Supporting students who are not so well off is something I care about. It helped me along the way, so the idea of giving something back for future generations matters – especially in the land of HECS, and fees, and parsimonious governments who make it much harder for students to study.
So it pains me when I receive the annual published list of donors – never showing dollar amounts – just donors of anything. And on that list I see the old lecturers, tutors, professors and staff. And bugger all of the students I spent 5 years of my life with.
I wonder what they think of the education and opportunities they received, and whether they are grateful for it? If they are – I’d hope now is time to show it. Most of my cohort should be middle aged and debt free – finding $20 to $100 a year to chuck in a scholarship find should be immaterial. And the help is immeasurable. Time to give a little back.

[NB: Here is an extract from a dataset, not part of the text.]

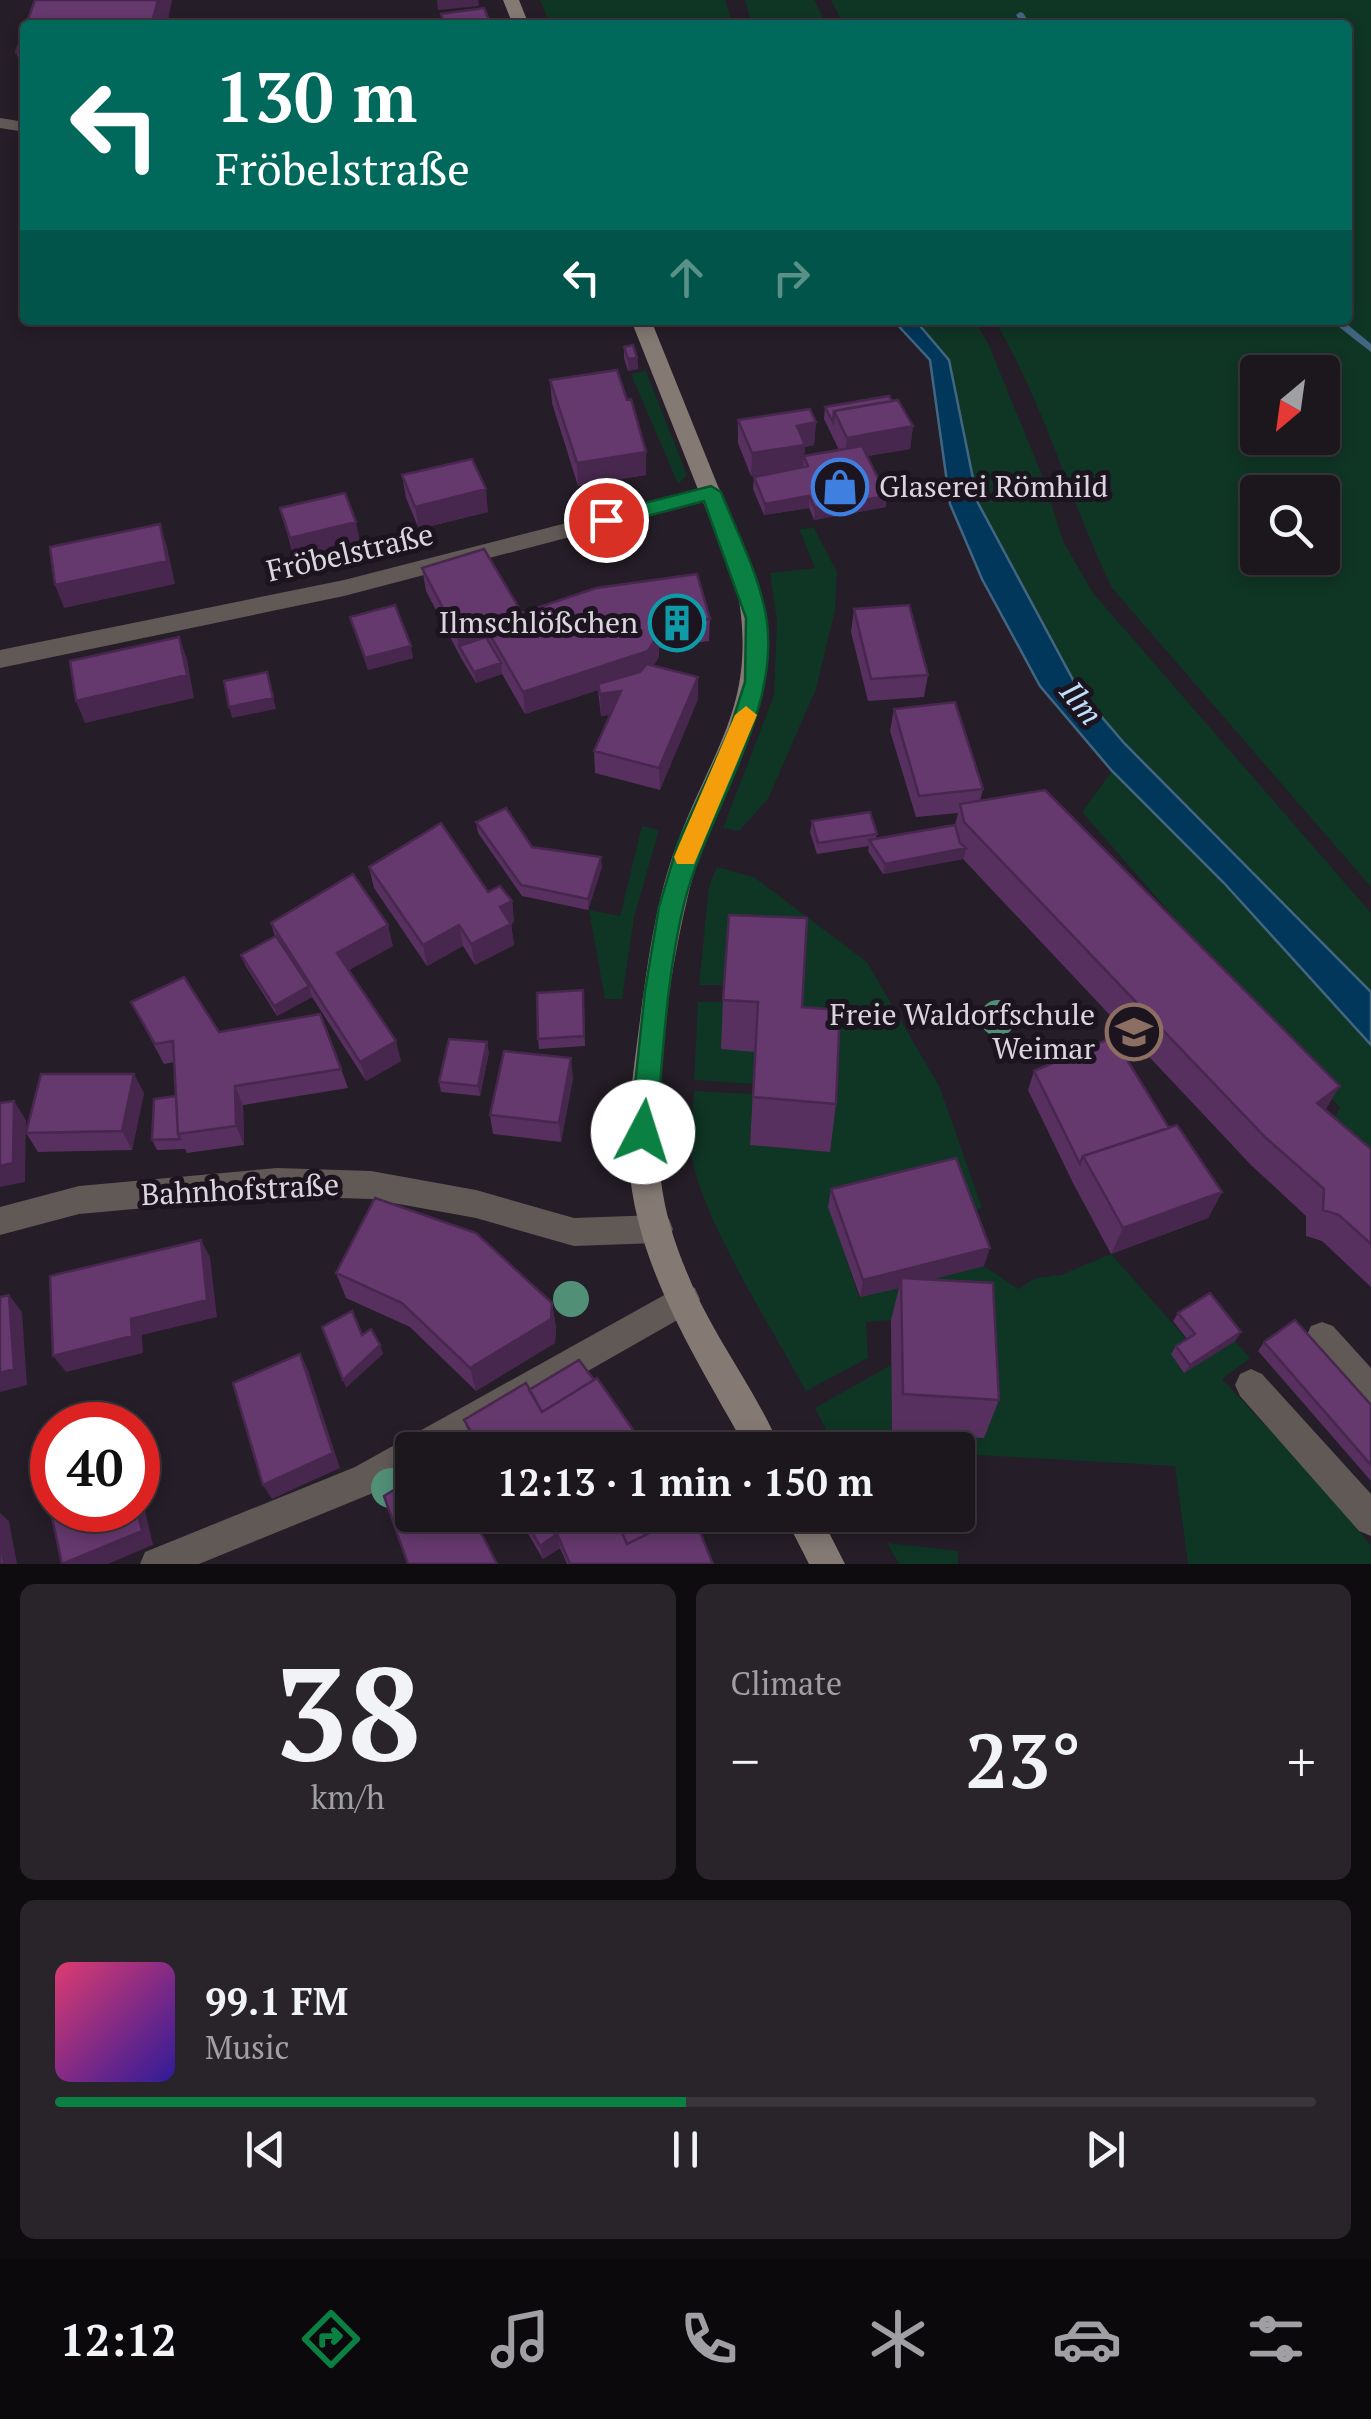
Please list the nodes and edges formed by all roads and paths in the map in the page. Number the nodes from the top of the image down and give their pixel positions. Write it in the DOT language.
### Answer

I’m certainly grateful for the little bit of education I received, all the way to year 9, way back in 1967. School leaving age was 15 then and when I turned 15 Dad said I was finished with school. So I finished, but had absolutely no idea what to do then, yes, woefully ignorant me envisioned days of reading, swimming, not much else. Now of course, I wish I’d known more and done more, but I’ve got to the point where I’m happy enough with the way things have turned out. Mostly.